Urging altruism, he cautioned lawmakers that if they failed to act quickly, the day would come when our grandchildren would ask, “What in God’s name were they doing? Didn’t they realize that four times in 15 years the scientific community issued unanimous reports calling upon them to act?” And making the economic case, he argued that although reducing carbon emissions could cause price hikes in the short run, it would save money in the longer term and make the economy stronger, as market forces kicked in and innovators devised technical solutions.

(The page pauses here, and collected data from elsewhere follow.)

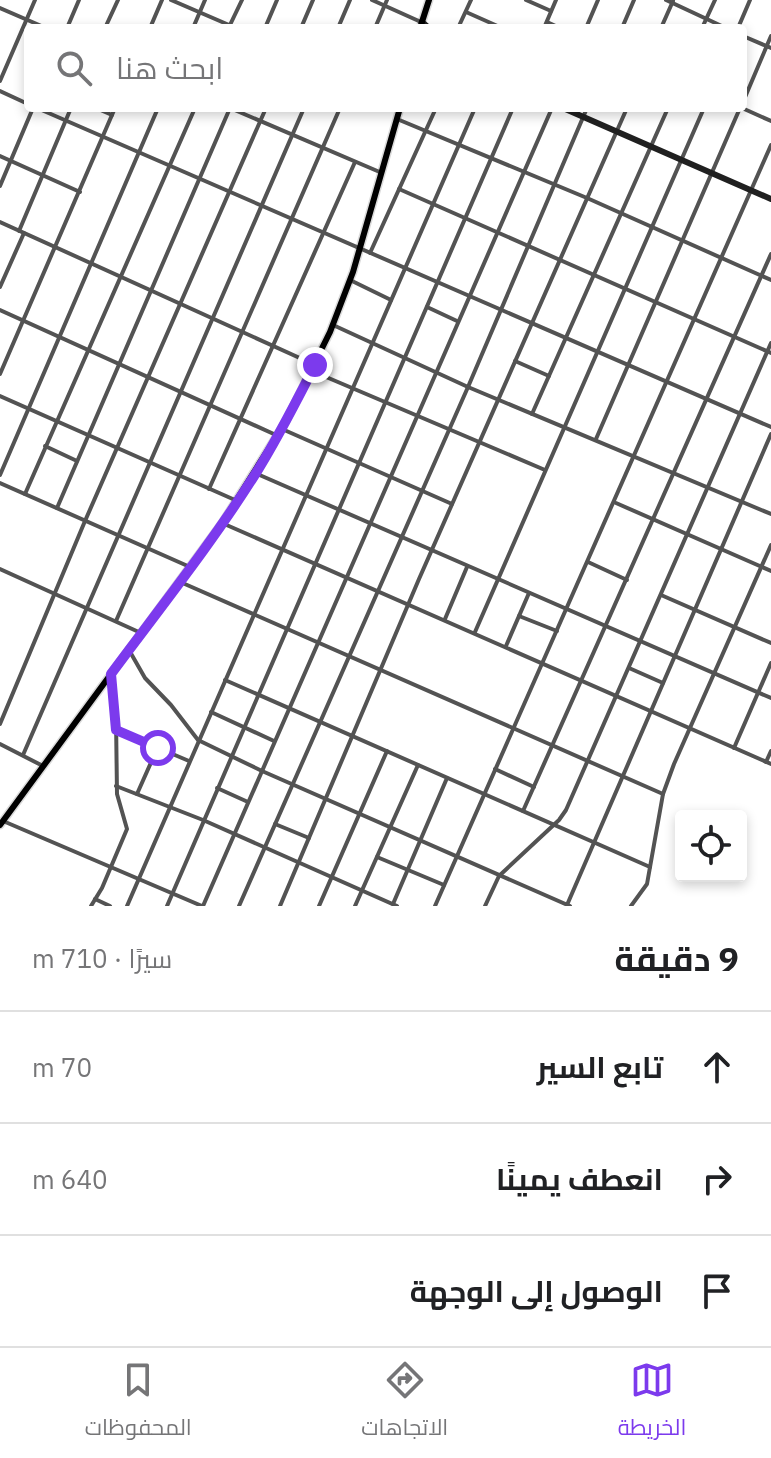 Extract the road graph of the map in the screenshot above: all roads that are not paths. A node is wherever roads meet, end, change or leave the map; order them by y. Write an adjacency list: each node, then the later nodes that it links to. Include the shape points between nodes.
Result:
1 (35, 0): 27 (street)
2 (79, 0): 30 (street)
3 (118, 0): 31 (street)
4 (162, 0): 32 (street)
5 (171, 0): 24 (street)
6 (205, 0): 24 (street)
7 (242, 0): 35 (street)
8 (277, 0): 36 (street)
9 (313, 0): 37 (street)
10 (350, 0): 38 (street)
11 (372, 0): 21 (street)
12 (429, 0): 41 (main road)
13 (471, 0): 25 (street)
14 (526, 0): 23 (street)
15 (556, 0): 23 (street)
16 (598, 0): 45 (street)
17 (634, 0): 46 (street)
18 (715, 0): 26 (street)
19 (750, 0): 50 (street)
20 (671, 1): 26 (street); 47 (street)
21 (386, 3): 39 (street); 40 (street)
22 (0, 8): 27 (street)
23 (551, 11): 44 (street)
24 (200, 12): 33 (street); 34 (street)
25 (466, 12): 42 (street); 43 (street)
26 (706, 19): 48 (street); 49 (street)
27 (26, 20): 28 (street); 29 (street)
28 (24, 24)
29 (36, 24)
30 (69, 24)
31 (107, 24)
32 (152, 24)
33 (195, 24)
34 (226, 24)
35 (233, 24)
36 (267, 24)
37 (303, 24)
38 (340, 24)
39 (377, 24)
40 (419, 24)
41 (421, 24)
42 (460, 24)
43 (493, 24)
44 (545, 24)
45 (588, 24)
46 (624, 24)
47 (662, 24)
48 (704, 24)
49 (717, 24)
50 (740, 24)
51 (24, 25): 55 (street)
52 (771, 36): 54 (street)
53 (747, 38): 54 (street)
54 (769, 47): 57 (street)
55 (0, 81)
56 (0, 91): 58 (street)
57 (747, 94)
58 (24, 102)
59 (747, 111): 88 (street)
60 (33, 112): 101 (street)
61 (45, 112): 86 (street)
62 (69, 112): 86 (street)
63 (105, 112): 83 (street)
64 (113, 112): 83 (street)
65 (156, 112): 97 (street)
66 (193, 112): 103 (street)
67 (228, 112): 108 (street)
68 (240, 112): 87 (street)
69 (264, 112): 87 (street)
70 (302, 112): 91 (street)
71 (338, 112): 96 (street)
72 (399, 112): 85 (main road)
73 (434, 112): 89 (street)
74 (473, 112): 93 (street)
75 (511, 112): 99 (street)
76 (550, 112): 104 (street)
77 (572, 112): 84 (street)
78 (585, 112): 84 (street)
79 (625, 112): 90 (street)
80 (666, 112): 95 (street)
81 (702, 112): 100 (street)
82 (739, 112): 106 (street)
83 (112, 115): 92 (street)
84 (583, 117): 90 (street); 110 (street)
85 (397, 119): 89 (street); 105 (main road)
86 (66, 120): 92 (street); 107 (street)
87 (261, 121): 91 (street); 114 (street)
88 (771, 121)
89 (426, 130): 93 (street); 111 (street)
90 (617, 132): 95 (street); 115 (street)
91 (292, 135): 96 (street); 118 (street)
92 (103, 138): 97 (street); 113 (street)
93 (460, 144): 99 (street); 117 (street)
94 (771, 145): 112 (street)
95 (652, 147): 100 (street); 119 (street)
96 (322, 148): 102 (street); 121 (street)
97 (139, 152): 103 (street); 135 (street)
98 (0, 156): 101 (street)
99 (492, 158): 104 (street); 120 (street)
100 (682, 160): 106 (street); 123 (street)
101 (11, 161): 107 (street); 109 (street)
102 (355, 162): 105 (street); 126 (street)
103 (170, 165): 108 (street); 139 (street)
104 (524, 172): 110 (street); 125 (street)
105 (382, 173): 130 (main road)
106 (712, 173): 112 (street); 127 (street)
107 (43, 175): 113 (street); 124 (street)
108 (201, 179): 114 (street); 145 (street)
109 (1, 183)
110 (554, 185): 115 (street); 128 (street)
111 (399, 189): 117 (street); 131 (street)
112 (751, 190): 116 (street); 133 (street)
113 (80, 192): 129 (street)
114 (231, 193): 118 (street); 149 (street)
115 (587, 198): 119 (street); 134 (street)
116 (771, 199)
117 (434, 204): 120 (street); 136 (street)
118 (261, 207): 121 (street); 154 (street)
119 (622, 214): 123 (street); 137 (street)
120 (466, 219): 125 (street); 142 (street)
121 (291, 220): 126 (street); 159 (street)
122 (0, 222): 124 (street)
123 (651, 228): 127 (street); 144 (street)
124 (22, 232): 129 (street); 143 (street)
125 (497, 233): 128 (street); 146 (street)
126 (325, 234): 130 (street); 165 (street)
127 (683, 241): 133 (street); 148 (street)
128 (528, 246): 134 (street); 152 (street)
129 (55, 247): 135 (street); 155 (street)
130 (361, 248): 131 (street); 140 (main road)
131 (370, 253): 136 (street)
132 (771, 255): 138 (street)
133 (720, 257): 138 (street); 153 (street)
134 (560, 260): 137 (street); 157 (street)
135 (90, 263): 139 (street); 160 (street)
136 (405, 267): 142 (street); 147 (street)
137 (595, 275): 144 (street); 162 (street)
138 (762, 276): 141 (street); 161 (street)
139 (121, 277): 145 (street); 166 (street)
140 (350, 280): 147 (street); 158 (main road)
141 (771, 280)
142 (438, 282): 146 (street); 150 (street)
143 (0, 287)
144 (625, 289): 148 (street); 168 (street)
145 (152, 291): 149 (street); 171 (street)
146 (469, 296): 152 (street); 156 (street)
147 (391, 300): 163 (street)
148 (657, 302): 153 (street); 172 (street)
149 (182, 305): 154 (street); 177 (street)
150 (427, 307): 156 (street); 169 (street)
151 (0, 310): 155 (street)
152 (501, 310): 157 (street); 179 (street)
153 (694, 318): 161 (street); 178 (street)
154 (212, 319): 159 (street); 181 (street)
155 (24, 321): 160 (street); 175 (street)
156 (458, 322): 174 (street)
157 (532, 323): 162 (street); 170 (street)
158 (333, 325): 163 (street); 173 (main road)
159 (243, 332): 165 (street); 186 (street)
160 (58, 337): 166 (street); 187 (street)
161 (735, 337): 167 (street); 184 (street)
162 (566, 339): 168 (street); 176 (street)
163 (373, 343): 169 (street); 180 (street)
164 (771, 343): 167 (street)
165 (275, 347): 173 (street); 191 (street)
166 (87, 351): 171 (street); 192 (street)
167 (769, 352): 189 (street)
168 (598, 353): 172 (street); 193 (street)
169 (405, 357): 174 (street); 185 (street)
170 (515, 361): 176 (street); 183 (street)
171 (119, 365): 177 (street); 198 (street)
172 (629, 366): 178 (street); 199 (street)
173 (314, 368): 180 (street); 196 (main road)
174 (436, 372): 179 (street); 190 (street)
175 (0, 374)
176 (550, 377): 188 (street)
177 (148, 378): 181 (street); 202 (street)
178 (665, 382): 184 (street); 204 (street)
179 (468, 387): 183 (street); 195 (street)
180 (352, 388): 185 (street); 203 (street)
181 (179, 391): 186 (street); 206 (street)
182 (0, 396): 187 (street)
183 (498, 399): 188 (street); 200 (street)
184 (707, 399): 189 (street); 209 (street)
185 (385, 402): 190 (street); 207 (street)
186 (210, 405): 191 (street); 212 (street)
187 (27, 408): 192 (street); 211 (street)
188 (532, 414): 193 (street)
189 (740, 414): 194 (street); 215 (street)
190 (417, 416): 195 (street); 213 (street)
191 (241, 419): 196 (street); 216 (street)
192 (56, 421): 198 (street); 201 (street)
193 (565, 427): 199 (street); 208 (street)
194 (771, 427)
195 (449, 429): 200 (street); 217 (street)
196 (280, 433): 203 (street); 210 (main road)
197 (771, 434): 222 (street)
198 (88, 435): 202 (street); 205 (street)
199 (596, 439): 204 (street)
200 (479, 442): 208 (street); 223 (street)
201 (45, 446): 205 (street); 218 (street)
202 (117, 448): 206 (street); 228 (street)
203 (326, 448): 207 (street); 219 (street)
204 (635, 455): 209 (street); 221 (street)
205 (77, 461): 224 (street)
206 (148, 462): 212 (street); 231 (street)
207 (359, 462): 213 (street); 225 (street)
208 (546, 470): 249 (street)
209 (674, 472): 215 (street); 227 (street)
210 (255, 473): 219 (street); 220 (main road)
211 (0, 475)
212 (179, 476): 216 (street); 237 (street)
213 (391, 476): 217 (street); 230 (street)
214 (0, 483): 218 (street)
215 (708, 487): 222 (street); 232 (street)
216 (209, 489): 220 (street)
217 (422, 490): 223 (street); 233 (street)
218 (25, 494): 224 (street)
219 (306, 496): 225 (street); 235 (street)
220 (237, 501): 229 (main road)
221 (615, 502): 227 (street); 240 (street)
222 (742, 502): 226 (street); 236 (street)
223 (452, 504): 238 (street)
224 (57, 508): 228 (street)
225 (337, 510): 230 (street); 239 (street)
226 (771, 514)
227 (654, 520): 232 (street); 247 (street)
228 (85, 521): 231 (street); 251 (street)
229 (222, 523): 235 (street); 241 (main road)
230 (369, 524): 233 (street); 246 (street)
231 (116, 535): 237 (street); 255 (street)
232 (687, 535): 236 (street); 253 (street)
233 (400, 538): 238 (street); 250 (street)
234 (771, 545): 243 (street)
235 (283, 548): 239 (street); 258 (street)
236 (721, 549): 243 (street); 257 (street)
237 (147, 550): 241 (street); 261 (street)
238 (431, 552): 242 (street); 254 (street)
239 (314, 562): 246 (street); 264 (street)
240 (588, 562): 247 (street); 256 (street)
241 (190, 567): 248 (main road)
242 (467, 567): 249 (street); 260 (street)
243 (762, 567): 245 (street); 263 (street)
244 (0, 569): 251 (street)
245 (771, 571)
246 (347, 576): 250 (street); 269 (street)
247 (627, 580): 262 (street)
248 (178, 581): 258 (street); 267 (main road)
249 (497, 581): 252 (street); 266 (street)
250 (377, 590): 254 (street); 273 (street)
251 (55, 593): 255 (street); 292 (street)
252 (529, 593): 256 (street); 259 (street)
253 (661, 595): 257 (street); 268 (street)
254 (409, 604): 260 (street); 278 (street)
255 (87, 608): 261 (street); 306 (street)
256 (567, 608): 262 (street); 265 (street)
257 (694, 610): 263 (street); 274 (street)
258 (254, 614): 264 (street); 281 (street)
259 (519, 616): 265 (street); 271 (street)
260 (445, 619): 266 (street)
261 (116, 621): 267 (street)
262 (607, 626): 268 (street); 282 (street)
263 (736, 628): 270 (street); 279 (street)
264 (286, 629): 269 (street); 285 (street)
265 (557, 631): 275 (street)
266 (475, 632): 271 (street)
267 (141, 633): 272 (main road)
268 (641, 640): 274 (street); 277 (street)
269 (318, 642): 273 (street); 288 (street)
270 (771, 643)
271 (506, 646): 275 (street)
272 (129, 649): 280 (main road); 298 (street, via 145,678)
273 (348, 655): 278 (street); 291 (street)
274 (674, 656): 279 (street); 283 (street)
275 (543, 662): 282 (street); 294 (street)
276 (771, 663): 284 (street)
277 (629, 668): 283 (street); 286 (street)
278 (381, 670): 294 (street); 297 (street)
279 (715, 673): 284 (street); 295 (street)
280 (111, 674): 296 (street); 312 (main road)
281 (225, 680): 285 (street); 290 (street)
282 (582, 680): 286 (street); 301 (street)
283 (663, 683): 289 (street)
284 (758, 692): 287 (street); 303 (street)
285 (257, 695): 288 (street); 293 (street)
286 (617, 695): 289 (street); 309 (street)
287 (771, 698)
288 (289, 709): 291 (street); 299 (street)
289 (651, 710): 295 (street); 315 (street)
290 (211, 712): 293 (street); 298 (street)
291 (319, 722): 297 (street); 317 (street)
292 (0, 724)
293 (243, 727): 299 (street); 307 (street)
294 (513, 727): 301 (street); 313 (street)
295 (691, 728): 303 (street); 323 (street)
296 (116, 730): 302 (street); 318 (street)
297 (352, 736): 304 (street); 324 (street)
298 (198, 740): 307 (street); 308 (street)
299 (275, 741): 314 (street)
300 (0, 744): 306 (street)
301 (553, 745): 309 (street); 319 (street)
302 (158, 748): 308 (street); 322 (street)
303 (734, 748): 310 (street)
304 (387, 751): 311 (street); 328 (street)
305 (771, 751): 310 (street)
306 (23, 755): 312 (street)
307 (230, 757): 314 (street); 320 (street)
308 (189, 761): 326 (street)
309 (588, 761): 315 (street); 332 (street, via 566,810)
310 (769, 763)
311 (418, 765): 316 (street); 333 (street)
312 (43, 766): 330 (main road)
313 (495, 769): 319 (street); 321 (street)
314 (262, 771): 317 (street); 325 (street)
315 (622, 776): 323 (street); 337 (street)
316 (447, 778): 321 (street); 336 (street)
317 (293, 784): 324 (street); 331 (street)
318 (116, 786): 322 (street); 342 (street, via 127,829)
319 (534, 787): 327 (street)
320 (217, 788): 325 (street); 329 (street)
321 (484, 793): 327 (street); 340 (street)
322 (137, 794): 326 (street)
323 (663, 794): 343 (street)
324 (326, 799): 328 (street); 335 (street)
325 (249, 802): 334 (street)
326 (170, 807): 329 (street); 347 (street)
327 (523, 811): 332 (street)
328 (359, 814): 333 (street); 346 (street)
329 (203, 820): 334 (street); 350 (street)
330 (2, 823): 342 (street)
331 (275, 824): 335 (street); 338 (street)
332 (553, 825): 337 (street); 345 (street)
333 (390, 828): 336 (street); 339 (street)
334 (235, 835): 338 (street); 357 (street)
335 (309, 838): 341 (street)
336 (420, 841): 340 (street); 344 (street)
337 (593, 842): 343 (street); 364 (street)
338 (264, 848): 341 (street); 358 (street)
339 (377, 857): 344 (street); 349 (street)
340 (456, 857): 345 (street); 348 (street)
341 (298, 863): 346 (street); 359 (street)
342 (111, 867): 347 (street); 351 (street)
343 (650, 867): 365 (street, via 647,884)
344 (408, 870): 348 (street); 352 (street)
345 (499, 876): 363 (street); 364 (street)
346 (331, 878): 349 (street); 360 (street)
347 (139, 879): 350 (street); 355 (street)
348 (444, 885): 362 (street)
349 (362, 890): 352 (street); 361 (street)
350 (172, 893): 356 (street); 357 (street)
351 (95, 899): 353 (street); 354 (street)
352 (394, 905)
353 (91, 906)
354 (110, 906)
355 (127, 906)
356 (167, 906)
357 (202, 906)
358 (239, 906)
359 (280, 906)
360 (319, 906)
361 (355, 906)
362 (435, 906)
363 (485, 906)
364 (567, 906)
365 (631, 906)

While Congress debates a political response to global warming, leaders in industry are stepping up to the challenge. As high-tech venture capitalist Vinod Khosla noted recently, the “best brains” are no longer working on the next drug or computer product; “they want to work on energy.” What’s more, there appears to be solid corporate support for clean energy, as industry invested more than $12 billion in R&D for the technology last year worldwide, according to the new Cleantech Report from Lux Research.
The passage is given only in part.